EXERCISE INSTRUCTIONS:
Return the entire listing, word for word.

DATA SECTION:

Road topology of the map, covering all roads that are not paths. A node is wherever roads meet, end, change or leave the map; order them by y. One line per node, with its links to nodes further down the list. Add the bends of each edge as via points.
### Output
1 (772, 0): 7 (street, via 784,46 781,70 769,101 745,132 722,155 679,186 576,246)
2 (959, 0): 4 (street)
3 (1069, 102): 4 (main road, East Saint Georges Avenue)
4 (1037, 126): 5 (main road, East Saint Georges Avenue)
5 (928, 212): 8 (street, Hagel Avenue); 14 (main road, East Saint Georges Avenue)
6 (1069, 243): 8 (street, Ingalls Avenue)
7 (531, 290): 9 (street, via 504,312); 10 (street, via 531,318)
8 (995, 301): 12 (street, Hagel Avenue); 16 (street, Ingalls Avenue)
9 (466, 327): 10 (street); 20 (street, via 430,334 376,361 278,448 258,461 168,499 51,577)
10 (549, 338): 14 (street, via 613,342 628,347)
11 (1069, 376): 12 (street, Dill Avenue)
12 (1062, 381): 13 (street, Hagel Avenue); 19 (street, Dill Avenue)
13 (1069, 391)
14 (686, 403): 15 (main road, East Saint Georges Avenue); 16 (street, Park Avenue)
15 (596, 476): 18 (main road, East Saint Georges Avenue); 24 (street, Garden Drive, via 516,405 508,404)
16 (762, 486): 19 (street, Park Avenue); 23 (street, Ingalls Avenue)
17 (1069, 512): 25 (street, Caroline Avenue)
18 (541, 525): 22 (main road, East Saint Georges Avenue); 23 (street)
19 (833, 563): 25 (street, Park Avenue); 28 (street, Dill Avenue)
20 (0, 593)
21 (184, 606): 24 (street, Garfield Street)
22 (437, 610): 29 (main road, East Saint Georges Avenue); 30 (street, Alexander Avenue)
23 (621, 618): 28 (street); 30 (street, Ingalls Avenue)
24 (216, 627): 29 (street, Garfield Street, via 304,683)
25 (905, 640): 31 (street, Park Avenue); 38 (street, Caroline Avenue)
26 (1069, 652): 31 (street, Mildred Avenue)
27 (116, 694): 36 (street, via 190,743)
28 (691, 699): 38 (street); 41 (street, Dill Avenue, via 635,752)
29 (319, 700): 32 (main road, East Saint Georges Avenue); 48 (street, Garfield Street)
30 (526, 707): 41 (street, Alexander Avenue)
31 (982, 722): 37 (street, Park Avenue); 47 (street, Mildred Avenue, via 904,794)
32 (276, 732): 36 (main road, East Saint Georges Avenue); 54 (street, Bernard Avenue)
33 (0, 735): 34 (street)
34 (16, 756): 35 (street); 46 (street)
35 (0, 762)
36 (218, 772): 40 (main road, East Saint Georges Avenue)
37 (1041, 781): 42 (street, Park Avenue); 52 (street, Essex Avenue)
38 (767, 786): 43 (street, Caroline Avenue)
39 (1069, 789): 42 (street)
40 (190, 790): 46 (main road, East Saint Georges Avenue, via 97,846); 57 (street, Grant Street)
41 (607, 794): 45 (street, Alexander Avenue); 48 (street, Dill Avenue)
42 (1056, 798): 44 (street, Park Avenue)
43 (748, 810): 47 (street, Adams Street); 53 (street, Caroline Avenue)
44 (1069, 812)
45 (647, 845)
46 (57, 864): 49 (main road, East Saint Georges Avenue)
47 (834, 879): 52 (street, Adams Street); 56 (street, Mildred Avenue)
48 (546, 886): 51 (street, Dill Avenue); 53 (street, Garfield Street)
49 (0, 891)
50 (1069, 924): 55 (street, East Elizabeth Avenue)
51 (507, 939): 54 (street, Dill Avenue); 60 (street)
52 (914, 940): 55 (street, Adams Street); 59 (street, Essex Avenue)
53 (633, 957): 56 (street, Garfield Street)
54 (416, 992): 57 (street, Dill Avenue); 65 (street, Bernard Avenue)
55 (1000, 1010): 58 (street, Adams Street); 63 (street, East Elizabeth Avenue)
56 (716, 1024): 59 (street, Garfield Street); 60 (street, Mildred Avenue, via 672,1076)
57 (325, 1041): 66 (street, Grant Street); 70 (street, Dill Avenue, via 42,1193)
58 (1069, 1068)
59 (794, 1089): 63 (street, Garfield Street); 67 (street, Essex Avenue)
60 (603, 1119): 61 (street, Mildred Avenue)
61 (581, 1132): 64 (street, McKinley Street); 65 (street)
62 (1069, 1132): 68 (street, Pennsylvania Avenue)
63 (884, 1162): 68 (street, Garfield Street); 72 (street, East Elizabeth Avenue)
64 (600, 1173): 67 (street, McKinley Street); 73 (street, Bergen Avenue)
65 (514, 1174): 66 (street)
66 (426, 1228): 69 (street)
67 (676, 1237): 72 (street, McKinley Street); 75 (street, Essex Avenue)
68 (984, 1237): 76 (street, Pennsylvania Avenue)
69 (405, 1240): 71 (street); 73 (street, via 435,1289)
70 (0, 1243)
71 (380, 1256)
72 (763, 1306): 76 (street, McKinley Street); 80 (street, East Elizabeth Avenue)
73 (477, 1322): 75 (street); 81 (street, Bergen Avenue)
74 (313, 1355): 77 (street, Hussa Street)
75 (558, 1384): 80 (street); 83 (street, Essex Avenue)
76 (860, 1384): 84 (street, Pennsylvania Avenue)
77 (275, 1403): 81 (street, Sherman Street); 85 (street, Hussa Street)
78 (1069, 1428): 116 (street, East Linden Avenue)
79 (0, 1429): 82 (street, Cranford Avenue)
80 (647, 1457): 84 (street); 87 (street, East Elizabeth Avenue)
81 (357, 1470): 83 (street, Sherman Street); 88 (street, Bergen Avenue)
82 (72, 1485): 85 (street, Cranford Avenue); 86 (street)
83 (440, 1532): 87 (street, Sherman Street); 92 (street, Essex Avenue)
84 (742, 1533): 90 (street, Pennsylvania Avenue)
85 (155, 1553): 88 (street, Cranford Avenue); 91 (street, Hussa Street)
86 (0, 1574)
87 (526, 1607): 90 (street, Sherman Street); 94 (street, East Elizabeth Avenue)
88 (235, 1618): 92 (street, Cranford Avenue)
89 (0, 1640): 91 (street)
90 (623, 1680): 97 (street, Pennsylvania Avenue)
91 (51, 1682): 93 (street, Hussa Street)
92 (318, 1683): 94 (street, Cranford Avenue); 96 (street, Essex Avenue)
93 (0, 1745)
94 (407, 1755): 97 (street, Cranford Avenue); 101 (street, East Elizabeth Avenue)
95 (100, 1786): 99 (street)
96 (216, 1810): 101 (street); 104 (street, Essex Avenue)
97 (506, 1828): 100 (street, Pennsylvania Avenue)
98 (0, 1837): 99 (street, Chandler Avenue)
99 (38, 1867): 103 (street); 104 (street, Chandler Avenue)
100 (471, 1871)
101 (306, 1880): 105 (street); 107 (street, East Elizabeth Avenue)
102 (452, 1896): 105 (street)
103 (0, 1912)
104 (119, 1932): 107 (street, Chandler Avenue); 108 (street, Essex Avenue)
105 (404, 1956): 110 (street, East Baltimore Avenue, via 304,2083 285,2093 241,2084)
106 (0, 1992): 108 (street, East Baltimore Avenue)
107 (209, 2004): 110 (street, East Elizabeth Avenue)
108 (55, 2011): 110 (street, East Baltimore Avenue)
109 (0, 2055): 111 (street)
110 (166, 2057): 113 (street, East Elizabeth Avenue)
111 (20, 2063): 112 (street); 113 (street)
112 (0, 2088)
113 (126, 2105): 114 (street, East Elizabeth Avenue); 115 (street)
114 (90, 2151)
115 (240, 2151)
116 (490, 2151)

ANSWER TO THIS PROBLEM:
Road topology of the map, covering all roads that are not paths. A node is wherever roads meet, end, change or leave the map; order them by y. One line per node, with its links to nodes further down the list. Add the bends of each edge as via points.
### Output
1 (772, 0): 7 (street, via 784,46 781,70 769,101 745,132 722,155 679,186 576,246)
2 (959, 0): 4 (street)
3 (1069, 102): 4 (main road, East Saint Georges Avenue)
4 (1037, 126): 5 (main road, East Saint Georges Avenue)
5 (928, 212): 8 (street, Hagel Avenue); 14 (main road, East Saint Georges Avenue)
6 (1069, 243): 8 (street, Ingalls Avenue)
7 (531, 290): 9 (street, via 504,312); 10 (street, via 531,318)
8 (995, 301): 12 (street, Hagel Avenue); 16 (street, Ingalls Avenue)
9 (466, 327): 10 (street); 20 (street, via 430,334 376,361 278,448 258,461 168,499 51,577)
10 (549, 338): 14 (street, via 613,342 628,347)
11 (1069, 376): 12 (street, Dill Avenue)
12 (1062, 381): 13 (street, Hagel Avenue); 19 (street, Dill Avenue)
13 (1069, 391)
14 (686, 403): 15 (main road, East Saint Georges Avenue); 16 (street, Park Avenue)
15 (596, 476): 18 (main road, East Saint Georges Avenue); 24 (street, Garden Drive, via 516,405 508,404)
16 (762, 486): 19 (street, Park Avenue); 23 (street, Ingalls Avenue)
17 (1069, 512): 25 (street, Caroline Avenue)
18 (541, 525): 22 (main road, East Saint Georges Avenue); 23 (street)
19 (833, 563): 25 (street, Park Avenue); 28 (street, Dill Avenue)
20 (0, 593)
21 (184, 606): 24 (street, Garfield Street)
22 (437, 610): 29 (main road, East Saint Georges Avenue); 30 (street, Alexander Avenue)
23 (621, 618): 28 (street); 30 (street, Ingalls Avenue)
24 (216, 627): 29 (street, Garfield Street, via 304,683)
25 (905, 640): 31 (street, Park Avenue); 38 (street, Caroline Avenue)
26 (1069, 652): 31 (street, Mildred Avenue)
27 (116, 694): 36 (street, via 190,743)
28 (691, 699): 38 (street); 41 (street, Dill Avenue, via 635,752)
29 (319, 700): 32 (main road, East Saint Georges Avenue); 48 (street, Garfield Street)
30 (526, 707): 41 (street, Alexander Avenue)
31 (982, 722): 37 (street, Park Avenue); 47 (street, Mildred Avenue, via 904,794)
32 (276, 732): 36 (main road, East Saint Georges Avenue); 54 (street, Bernard Avenue)
33 (0, 735): 34 (street)
34 (16, 756): 35 (street); 46 (street)
35 (0, 762)
36 (218, 772): 40 (main road, East Saint Georges Avenue)
37 (1041, 781): 42 (street, Park Avenue); 52 (street, Essex Avenue)
38 (767, 786): 43 (street, Caroline Avenue)
39 (1069, 789): 42 (street)
40 (190, 790): 46 (main road, East Saint Georges Avenue, via 97,846); 57 (street, Grant Street)
41 (607, 794): 45 (street, Alexander Avenue); 48 (street, Dill Avenue)
42 (1056, 798): 44 (street, Park Avenue)
43 (748, 810): 47 (street, Adams Street); 53 (street, Caroline Avenue)
44 (1069, 812)
45 (647, 845)
46 (57, 864): 49 (main road, East Saint Georges Avenue)
47 (834, 879): 52 (street, Adams Street); 56 (street, Mildred Avenue)
48 (546, 886): 51 (street, Dill Avenue); 53 (street, Garfield Street)
49 (0, 891)
50 (1069, 924): 55 (street, East Elizabeth Avenue)
51 (507, 939): 54 (street, Dill Avenue); 60 (street)
52 (914, 940): 55 (street, Adams Street); 59 (street, Essex Avenue)
53 (633, 957): 56 (street, Garfield Street)
54 (416, 992): 57 (street, Dill Avenue); 65 (street, Bernard Avenue)
55 (1000, 1010): 58 (street, Adams Street); 63 (street, East Elizabeth Avenue)
56 (716, 1024): 59 (street, Garfield Street); 60 (street, Mildred Avenue, via 672,1076)
57 (325, 1041): 66 (street, Grant Street); 70 (street, Dill Avenue, via 42,1193)
58 (1069, 1068)
59 (794, 1089): 63 (street, Garfield Street); 67 (street, Essex Avenue)
60 (603, 1119): 61 (street, Mildred Avenue)
61 (581, 1132): 64 (street, McKinley Street); 65 (street)
62 (1069, 1132): 68 (street, Pennsylvania Avenue)
63 (884, 1162): 68 (street, Garfield Street); 72 (street, East Elizabeth Avenue)
64 (600, 1173): 67 (street, McKinley Street); 73 (street, Bergen Avenue)
65 (514, 1174): 66 (street)
66 (426, 1228): 69 (street)
67 (676, 1237): 72 (street, McKinley Street); 75 (street, Essex Avenue)
68 (984, 1237): 76 (street, Pennsylvania Avenue)
69 (405, 1240): 71 (street); 73 (street, via 435,1289)
70 (0, 1243)
71 (380, 1256)
72 (763, 1306): 76 (street, McKinley Street); 80 (street, East Elizabeth Avenue)
73 (477, 1322): 75 (street); 81 (street, Bergen Avenue)
74 (313, 1355): 77 (street, Hussa Street)
75 (558, 1384): 80 (street); 83 (street, Essex Avenue)
76 (860, 1384): 84 (street, Pennsylvania Avenue)
77 (275, 1403): 81 (street, Sherman Street); 85 (street, Hussa Street)
78 (1069, 1428): 116 (street, East Linden Avenue)
79 (0, 1429): 82 (street, Cranford Avenue)
80 (647, 1457): 84 (street); 87 (street, East Elizabeth Avenue)
81 (357, 1470): 83 (street, Sherman Street); 88 (street, Bergen Avenue)
82 (72, 1485): 85 (street, Cranford Avenue); 86 (street)
83 (440, 1532): 87 (street, Sherman Street); 92 (street, Essex Avenue)
84 (742, 1533): 90 (street, Pennsylvania Avenue)
85 (155, 1553): 88 (street, Cranford Avenue); 91 (street, Hussa Street)
86 (0, 1574)
87 (526, 1607): 90 (street, Sherman Street); 94 (street, East Elizabeth Avenue)
88 (235, 1618): 92 (street, Cranford Avenue)
89 (0, 1640): 91 (street)
90 (623, 1680): 97 (street, Pennsylvania Avenue)
91 (51, 1682): 93 (street, Hussa Street)
92 (318, 1683): 94 (street, Cranford Avenue); 96 (street, Essex Avenue)
93 (0, 1745)
94 (407, 1755): 97 (street, Cranford Avenue); 101 (street, East Elizabeth Avenue)
95 (100, 1786): 99 (street)
96 (216, 1810): 101 (street); 104 (street, Essex Avenue)
97 (506, 1828): 100 (street, Pennsylvania Avenue)
98 (0, 1837): 99 (street, Chandler Avenue)
99 (38, 1867): 103 (street); 104 (street, Chandler Avenue)
100 (471, 1871)
101 (306, 1880): 105 (street); 107 (street, East Elizabeth Avenue)
102 (452, 1896): 105 (street)
103 (0, 1912)
104 (119, 1932): 107 (street, Chandler Avenue); 108 (street, Essex Avenue)
105 (404, 1956): 110 (street, East Baltimore Avenue, via 304,2083 285,2093 241,2084)
106 (0, 1992): 108 (street, East Baltimore Avenue)
107 (209, 2004): 110 (street, East Elizabeth Avenue)
108 (55, 2011): 110 (street, East Baltimore Avenue)
109 (0, 2055): 111 (street)
110 (166, 2057): 113 (street, East Elizabeth Avenue)
111 (20, 2063): 112 (street); 113 (street)
112 (0, 2088)
113 (126, 2105): 114 (street, East Elizabeth Avenue); 115 (street)
114 (90, 2151)
115 (240, 2151)
116 (490, 2151)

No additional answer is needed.